AstraZeneca sought deals with multiple countries to produce its vaccine last summer and fall, including China, Brazil, Mexico, Australia, India and South Korea. The company says it has a dozen supply chains now involving 15 different countries.
NDP MP Don Davies questioned why Canada isn’t among them.
“I raised this issue personally with AstraZeneca last August,” Anand replied. “That was not an issue they wanted to pursue with Canada at the time.”
Anand said Canada also wanted the quickest route to getting vaccine doses and that importing the doses was faster than trying to build capacity at home.
Moderna signed a 10-year exclusive agreement with Swiss-based Lonza, to make their vaccine. Lonza had to retool its production entirely to accommodate the new mRNA vaccine.
Delays getting Lonza’s second and third production line up and running in Switzerland is blamed for Moderna’s smaller deliveries this month. Moderna was to deliver 230,000 doses to Canada this week, but 180,000 arrived Thursday morning instead.
A spokeswoman for the company says it will still deliver two million doses total by the end of March. The company has delivered about half a million thus far, leaving 1.5 million for the only two shipments planned after this week before that deadline.

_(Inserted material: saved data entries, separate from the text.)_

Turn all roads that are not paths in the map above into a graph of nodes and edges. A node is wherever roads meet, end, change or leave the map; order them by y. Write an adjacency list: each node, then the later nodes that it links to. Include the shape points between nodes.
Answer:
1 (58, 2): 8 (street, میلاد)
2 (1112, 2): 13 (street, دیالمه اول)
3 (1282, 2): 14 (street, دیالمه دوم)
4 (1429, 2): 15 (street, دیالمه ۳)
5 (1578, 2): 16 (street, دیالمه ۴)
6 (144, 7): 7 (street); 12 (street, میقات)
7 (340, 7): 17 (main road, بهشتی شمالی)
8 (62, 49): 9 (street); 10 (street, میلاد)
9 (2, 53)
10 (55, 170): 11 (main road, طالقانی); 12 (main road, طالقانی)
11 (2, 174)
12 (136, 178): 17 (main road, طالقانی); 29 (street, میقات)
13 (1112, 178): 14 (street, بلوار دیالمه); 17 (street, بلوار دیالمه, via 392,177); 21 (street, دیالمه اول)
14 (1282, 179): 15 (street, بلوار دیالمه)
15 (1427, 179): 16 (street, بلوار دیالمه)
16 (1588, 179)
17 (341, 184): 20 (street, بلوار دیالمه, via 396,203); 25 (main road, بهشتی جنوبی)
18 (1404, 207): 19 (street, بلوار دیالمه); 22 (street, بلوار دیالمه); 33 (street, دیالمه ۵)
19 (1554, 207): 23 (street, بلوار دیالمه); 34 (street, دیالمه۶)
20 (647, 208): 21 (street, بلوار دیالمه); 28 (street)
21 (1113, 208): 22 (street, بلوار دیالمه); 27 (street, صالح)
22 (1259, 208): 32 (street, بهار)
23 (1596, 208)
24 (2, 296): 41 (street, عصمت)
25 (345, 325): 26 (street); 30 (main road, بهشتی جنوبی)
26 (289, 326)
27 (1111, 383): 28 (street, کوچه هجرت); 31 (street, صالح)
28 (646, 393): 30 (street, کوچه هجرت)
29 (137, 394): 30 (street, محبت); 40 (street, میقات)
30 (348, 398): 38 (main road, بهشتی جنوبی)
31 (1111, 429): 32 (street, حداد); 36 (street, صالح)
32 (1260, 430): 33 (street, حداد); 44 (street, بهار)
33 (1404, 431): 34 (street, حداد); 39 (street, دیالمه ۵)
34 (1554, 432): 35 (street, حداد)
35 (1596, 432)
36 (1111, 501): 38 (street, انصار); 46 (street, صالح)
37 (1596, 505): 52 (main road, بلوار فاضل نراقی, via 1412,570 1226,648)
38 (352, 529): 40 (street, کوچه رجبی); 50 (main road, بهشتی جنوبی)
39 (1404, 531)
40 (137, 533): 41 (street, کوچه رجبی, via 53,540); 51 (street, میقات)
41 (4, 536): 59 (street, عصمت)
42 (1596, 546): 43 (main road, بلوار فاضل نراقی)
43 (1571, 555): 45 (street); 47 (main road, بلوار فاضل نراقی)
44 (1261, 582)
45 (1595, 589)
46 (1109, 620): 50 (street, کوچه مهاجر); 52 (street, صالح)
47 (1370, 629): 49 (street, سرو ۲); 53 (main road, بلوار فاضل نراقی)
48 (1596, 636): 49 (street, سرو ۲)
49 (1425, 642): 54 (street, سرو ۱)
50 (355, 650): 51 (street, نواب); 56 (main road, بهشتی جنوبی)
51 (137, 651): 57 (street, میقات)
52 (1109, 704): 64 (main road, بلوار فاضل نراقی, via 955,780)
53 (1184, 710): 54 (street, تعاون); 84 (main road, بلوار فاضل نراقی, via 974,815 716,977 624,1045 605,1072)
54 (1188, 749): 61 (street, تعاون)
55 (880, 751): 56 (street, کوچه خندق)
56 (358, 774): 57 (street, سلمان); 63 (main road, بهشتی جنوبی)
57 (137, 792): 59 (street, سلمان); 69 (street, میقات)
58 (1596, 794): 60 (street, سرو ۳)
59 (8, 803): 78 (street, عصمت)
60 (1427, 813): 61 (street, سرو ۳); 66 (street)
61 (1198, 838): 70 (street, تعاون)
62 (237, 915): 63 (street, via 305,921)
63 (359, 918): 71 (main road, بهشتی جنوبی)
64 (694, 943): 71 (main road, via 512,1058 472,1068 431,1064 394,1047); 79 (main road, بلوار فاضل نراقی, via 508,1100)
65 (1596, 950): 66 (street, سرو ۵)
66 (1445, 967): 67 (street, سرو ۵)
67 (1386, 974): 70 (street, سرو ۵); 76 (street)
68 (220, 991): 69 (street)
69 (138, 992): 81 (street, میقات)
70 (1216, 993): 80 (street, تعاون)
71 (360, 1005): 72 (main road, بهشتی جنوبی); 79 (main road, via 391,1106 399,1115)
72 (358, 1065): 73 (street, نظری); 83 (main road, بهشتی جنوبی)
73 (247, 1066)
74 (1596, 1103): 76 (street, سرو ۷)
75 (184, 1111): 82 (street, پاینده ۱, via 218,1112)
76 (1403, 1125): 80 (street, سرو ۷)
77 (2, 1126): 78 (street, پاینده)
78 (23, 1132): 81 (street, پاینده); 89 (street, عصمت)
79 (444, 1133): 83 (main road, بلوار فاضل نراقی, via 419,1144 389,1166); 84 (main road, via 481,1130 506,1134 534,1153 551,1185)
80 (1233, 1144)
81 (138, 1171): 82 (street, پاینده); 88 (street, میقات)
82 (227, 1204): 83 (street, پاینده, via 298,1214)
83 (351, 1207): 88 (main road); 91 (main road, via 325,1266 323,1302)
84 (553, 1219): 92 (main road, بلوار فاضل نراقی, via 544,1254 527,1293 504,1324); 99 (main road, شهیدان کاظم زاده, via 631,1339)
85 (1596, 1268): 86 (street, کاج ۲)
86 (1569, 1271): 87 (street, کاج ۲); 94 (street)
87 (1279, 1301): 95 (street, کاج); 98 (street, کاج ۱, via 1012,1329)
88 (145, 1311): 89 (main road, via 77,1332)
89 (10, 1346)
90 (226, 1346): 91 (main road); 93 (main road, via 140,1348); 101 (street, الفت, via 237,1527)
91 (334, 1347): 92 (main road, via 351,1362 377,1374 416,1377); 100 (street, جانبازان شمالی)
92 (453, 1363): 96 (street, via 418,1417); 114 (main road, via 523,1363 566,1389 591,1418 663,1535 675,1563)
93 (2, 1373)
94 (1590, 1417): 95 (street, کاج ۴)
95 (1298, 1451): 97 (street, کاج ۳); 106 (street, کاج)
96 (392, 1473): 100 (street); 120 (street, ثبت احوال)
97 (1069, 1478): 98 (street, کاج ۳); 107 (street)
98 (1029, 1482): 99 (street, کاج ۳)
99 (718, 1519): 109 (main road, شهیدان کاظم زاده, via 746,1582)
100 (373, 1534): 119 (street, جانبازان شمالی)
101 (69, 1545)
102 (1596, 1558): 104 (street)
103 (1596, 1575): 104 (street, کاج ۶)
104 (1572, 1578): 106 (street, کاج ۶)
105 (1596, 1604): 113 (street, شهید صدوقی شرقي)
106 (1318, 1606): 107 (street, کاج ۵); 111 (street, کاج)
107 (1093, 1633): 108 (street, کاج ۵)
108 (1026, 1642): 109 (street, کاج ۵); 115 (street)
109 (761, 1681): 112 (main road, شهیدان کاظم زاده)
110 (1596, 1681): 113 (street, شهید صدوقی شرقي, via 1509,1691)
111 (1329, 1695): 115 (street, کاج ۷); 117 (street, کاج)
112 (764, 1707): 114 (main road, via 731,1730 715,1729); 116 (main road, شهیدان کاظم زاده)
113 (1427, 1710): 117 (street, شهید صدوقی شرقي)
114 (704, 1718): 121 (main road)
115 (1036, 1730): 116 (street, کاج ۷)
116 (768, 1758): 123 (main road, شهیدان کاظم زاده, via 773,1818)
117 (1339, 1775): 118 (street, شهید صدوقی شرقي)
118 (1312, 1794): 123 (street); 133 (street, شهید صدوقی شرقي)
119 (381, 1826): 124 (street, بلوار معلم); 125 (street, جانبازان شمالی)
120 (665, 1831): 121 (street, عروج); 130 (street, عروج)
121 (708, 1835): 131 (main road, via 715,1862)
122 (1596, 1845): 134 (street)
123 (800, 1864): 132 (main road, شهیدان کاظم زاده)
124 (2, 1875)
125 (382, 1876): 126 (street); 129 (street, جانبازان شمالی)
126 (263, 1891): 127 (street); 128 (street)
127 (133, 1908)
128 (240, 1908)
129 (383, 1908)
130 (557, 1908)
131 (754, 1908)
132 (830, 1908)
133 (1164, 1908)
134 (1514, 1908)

But Maj.-Gen. Dany Fortin, the military commander managing logistics of vaccine deliveries for the Public Health Agency of Canada, said Thursday Canada doesn’t expect to get the 249,600 doses it was initially allocated for the Feb. 22 shipment either.
That comes after a month of smaller shipments from Pfizer-BioNTech, which was supposed to deliver more than 1.1 million doses between Jan. 18 and Feb. 14, and instead is delivering fewer than 340,000.
Fortin said Pfizer is resuming more normal shipments on Feb. 15, with 335,000 doses coming that week, and almost 400,000 the week after.
Provincial governments are expressing their exasperation with the vaccine supply shortages and the lack of clear information from Ottawa about what is coming and when.
“I have advocated for both a consistent supply of vaccines and a consistent supply of information,” Saskatchewan Premier Scott Moe said
“Unfortunately, we continue to get neither.”
He said he will be pushing Trudeau to do better during the weekly phone call between Trudeau and premiers Thursday night.
Canada’s reliance on foreign production of vaccines came to the forefront in the last week when Europe—where all of Canada’s current vaccines are made—imposed export controls to protect their own supplies. Europe has assured Canada it won’t affect Canada’s shipments and Anand said so far that is true.
Canada’s shipments from Pfizer and Moderna this week were allowed to go out, and Anand said next week’s Pfizer shipment has been approved as well.
In addition to the smaller supplies from Moderna this month, cold water was thrown quickly on news that Canada could soon get as many as 1.1 million doses of AstraZeneca’s vaccine from the global vaccine-sharing initiative known as the COVAX Facility.
The initiative, co-ordinated by the World Health Organization and Gavi, The Vaccine Alliance, told Canada Jan. 30, and then confirmed Feb. 2, that Canada would get between 1.9 million and 3.2 million doses by the end of June. That was to include 500,000 to 1.1 million by the end of March.
But Gavi CEO Dr. Seth Berkley said a delay in getting the vaccine licensed for use by the WHO means some of the expected doses won’t arrive now until the summer. Canada is expecting to get about 475,000 AstraZeneca doses in February and March.
Those deliveries are pending approval by WHO and Health Canada, which in the very final stages of its review. Another 1.4 million doses will be shipped in the spring.
Canada has also ordered 20 million doses from AstraZeneca directly, but Fortin was tight-lipped about when any of those doses will arrive.
“We are planning a number of contingencies,” he said.